Take a plunge into spiritual aspects of Bali

ONE trip to Bali is rarely enough for most people.
 
Some say it's because it is easy on the budget but I think it's also because we like to be surprised.
 
And Bali is good at surprises. A plunge pool on the balcony of my third-floor room was unexpected.
 
Black sandy beaches as far as the eye could see also took me by surprise.
 
The food, the people, the scenery - everything was better than I imagined it could be. Every day something special happens or you see something that takes your breath away.
 
Bali appeals to all the senses if you let it and given that tourism is the island's biggest employer it's a win-win for everyone.
 
The backpacker style of holiday is how many Aussies first get to know Bali but there's a world of luxury beyond that and it won't cost a fortune to enjoy the best Bali has to offer.
 
One of Bali's newest resorts, Wyndham Jivva Resort, is off the beaten track and a world away from the everyday.
 
The Wyndham Jivva Resort in Bali.
 
At the end of a dirt road lined with rice paddies, the resort appears out of nowhere. Made of timber and stone, the reception building is surrounded by water and lush gardens.
 
Jivva loosely translates to "soul" in Sanskrit, the classical language of India and Hinduism.
 
With that in mind I headed straight to my spiritual home, the in-house spa. Tirta Spa has been thoughtfully designed so each therapist works in an individual thatched-roof hut, creating the ultimate private retreat for guests. And the treatments range from 30 minutes to three-hour package deals.
 
 
 
After each treatment guests are encouraged to sit on the veranda of their hut, enjoy tea and home-made cookies and admire the water buffalo grazing just metres away. Totally natural when you look around the grounds but quite unexpected in my post-massage haze.
 
The Wyndham Jivva Resort reception.
 
Arriving at my room on the third floor I stepped out onto the balcony to get a closer look at the view of the black sandy beach and nearly fell into the pool.
 
Most of the 214 rooms have either a plunge pool or a jucuzzi on the balcony. For those looking for a touch more luxury there are eight private villas and each has its own pool.
 
Dinner time delivers an insight into Balinese cuisine. The chef at Jivva's in-house restaurant serves up a menu based on traditional Balinese cuisine, with many of the dishes based on what local families cook in their own homes.
 
These dishes are cooked with lots of love, a sense of touch rather than precise measurements and years of practice. The result is delicious food you wish you could cook at home.
 
 
The good news is you can.

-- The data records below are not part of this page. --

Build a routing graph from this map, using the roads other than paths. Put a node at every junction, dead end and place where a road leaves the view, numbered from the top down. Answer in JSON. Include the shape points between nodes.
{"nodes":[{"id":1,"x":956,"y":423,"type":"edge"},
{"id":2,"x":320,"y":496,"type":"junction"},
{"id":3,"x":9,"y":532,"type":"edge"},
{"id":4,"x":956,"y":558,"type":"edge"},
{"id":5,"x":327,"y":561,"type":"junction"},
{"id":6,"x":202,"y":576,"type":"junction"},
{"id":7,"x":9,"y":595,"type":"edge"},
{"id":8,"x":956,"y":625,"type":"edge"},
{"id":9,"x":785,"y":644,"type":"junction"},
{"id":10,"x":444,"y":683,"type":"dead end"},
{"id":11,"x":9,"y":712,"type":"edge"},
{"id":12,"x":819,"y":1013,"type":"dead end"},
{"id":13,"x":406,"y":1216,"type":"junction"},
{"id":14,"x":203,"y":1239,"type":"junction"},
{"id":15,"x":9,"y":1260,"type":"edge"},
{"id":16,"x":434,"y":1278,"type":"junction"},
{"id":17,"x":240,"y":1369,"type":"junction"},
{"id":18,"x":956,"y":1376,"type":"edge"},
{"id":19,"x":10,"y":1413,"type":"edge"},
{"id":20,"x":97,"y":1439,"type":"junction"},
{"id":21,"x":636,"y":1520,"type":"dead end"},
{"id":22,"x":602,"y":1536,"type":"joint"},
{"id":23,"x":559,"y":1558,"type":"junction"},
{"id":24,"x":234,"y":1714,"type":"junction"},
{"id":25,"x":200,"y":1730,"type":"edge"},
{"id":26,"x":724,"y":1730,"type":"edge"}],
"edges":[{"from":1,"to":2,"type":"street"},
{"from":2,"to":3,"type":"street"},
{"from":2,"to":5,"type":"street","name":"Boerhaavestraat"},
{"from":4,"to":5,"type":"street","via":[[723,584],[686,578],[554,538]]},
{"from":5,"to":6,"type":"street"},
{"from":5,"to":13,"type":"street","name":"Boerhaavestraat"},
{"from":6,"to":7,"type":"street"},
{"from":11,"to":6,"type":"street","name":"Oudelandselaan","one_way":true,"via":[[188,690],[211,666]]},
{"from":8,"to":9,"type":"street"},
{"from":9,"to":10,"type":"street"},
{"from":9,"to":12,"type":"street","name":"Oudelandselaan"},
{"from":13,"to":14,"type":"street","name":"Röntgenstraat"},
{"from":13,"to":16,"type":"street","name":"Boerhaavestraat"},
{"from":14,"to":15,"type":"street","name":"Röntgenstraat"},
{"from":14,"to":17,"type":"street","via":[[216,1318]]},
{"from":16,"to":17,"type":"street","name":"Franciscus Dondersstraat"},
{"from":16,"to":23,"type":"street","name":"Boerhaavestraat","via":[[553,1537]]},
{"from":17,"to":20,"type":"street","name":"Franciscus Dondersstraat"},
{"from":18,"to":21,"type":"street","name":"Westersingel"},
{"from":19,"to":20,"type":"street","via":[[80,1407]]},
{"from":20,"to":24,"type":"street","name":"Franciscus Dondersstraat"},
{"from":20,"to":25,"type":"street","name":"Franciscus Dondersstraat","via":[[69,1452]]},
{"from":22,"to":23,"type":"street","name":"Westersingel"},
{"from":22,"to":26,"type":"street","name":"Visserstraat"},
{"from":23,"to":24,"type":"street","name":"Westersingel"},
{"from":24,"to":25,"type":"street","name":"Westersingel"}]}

The chef hosts cooking classes where amid laughter and lots of careful chopping guests discover the secret blend of flavours needed to recreate some of the chef's favourite dishes.
 
The restaurant is an oversized thatched hut and tables are dotted around the garden area. The fantastic food, live music several nights a week and the gentle sounds of the ocean set the scene for a fun-filled party where guests feel right at home.
 
Heading out of the resort for a day of travelling we booked a driver - not just to negotiate the traffic but because they offer insight into life in Bali that just isn't possible if you try to go it alone.
 
The markets in Ubud are well known and well worth a visit if you are shopping for trinkets. We found our bartering attempts were much more successful if we challenged ourselves to find a particular item, rather than aimless wandering which made us a slow-moving target for the savvy sellers.
 
If you go to Ubud make sure you step away from the market strip - the streets around the market were lined with shops selling everything from handmade stationery to designer clothes and jewellery. Cafes and market-like shops are right next door to familiar brands like Starbucks, Ray White Real Estate and the Commonwealth Bank.
 
The streets were busy with a mix of locals - some balancing baskets on their heads - and tourists from every corner of the world. The best way to appreciate the passing parade of people was to take a seat in a restaurant with a view.
 
Street Market in Ubud, Bali, Indonesia
 
We chose Spice, which has massive glass windows facing the street. The restaurant is one of three bearing the name Chris Salans, a celebrity chef in South-East Asia, and I could see why he is so popular - the crispy pork belly (with turmeric dressing and dukkah spice) is the best I've ever tasted.
 
Bali is not just a feast for the eyes. It is rich in history and culture and it would be remiss of any traveller not to visit some of the temples where many Balinese people still go to worship and pay their respects.
 
The Tirta Empul Temple is a Hindu water temple near Tampaksiring and it was humbling to be allowed to witness faith in action. Young and old took their turns to drench themselves in the waters that would bring them fertility, health and good fortune. It was hard not to be touched by the sheer numbers of people and the solemnity that filled the temple.
 
Playing tourist can take you in many directions, physically and emotionally, and the visit to the temple was a truly memorable experience.
 
But like any tourist we soon moved on to discover the next surprise Bali had to offer. Days later, after visiting rice paddies, a butterfly enclosure, a batik fabric display and a few other uniquely Balinese sights it felt as though I'd only touched the surface of what Bali has to offer.
 
The upside to that is that it's no surprise where I'm going for my next holiday.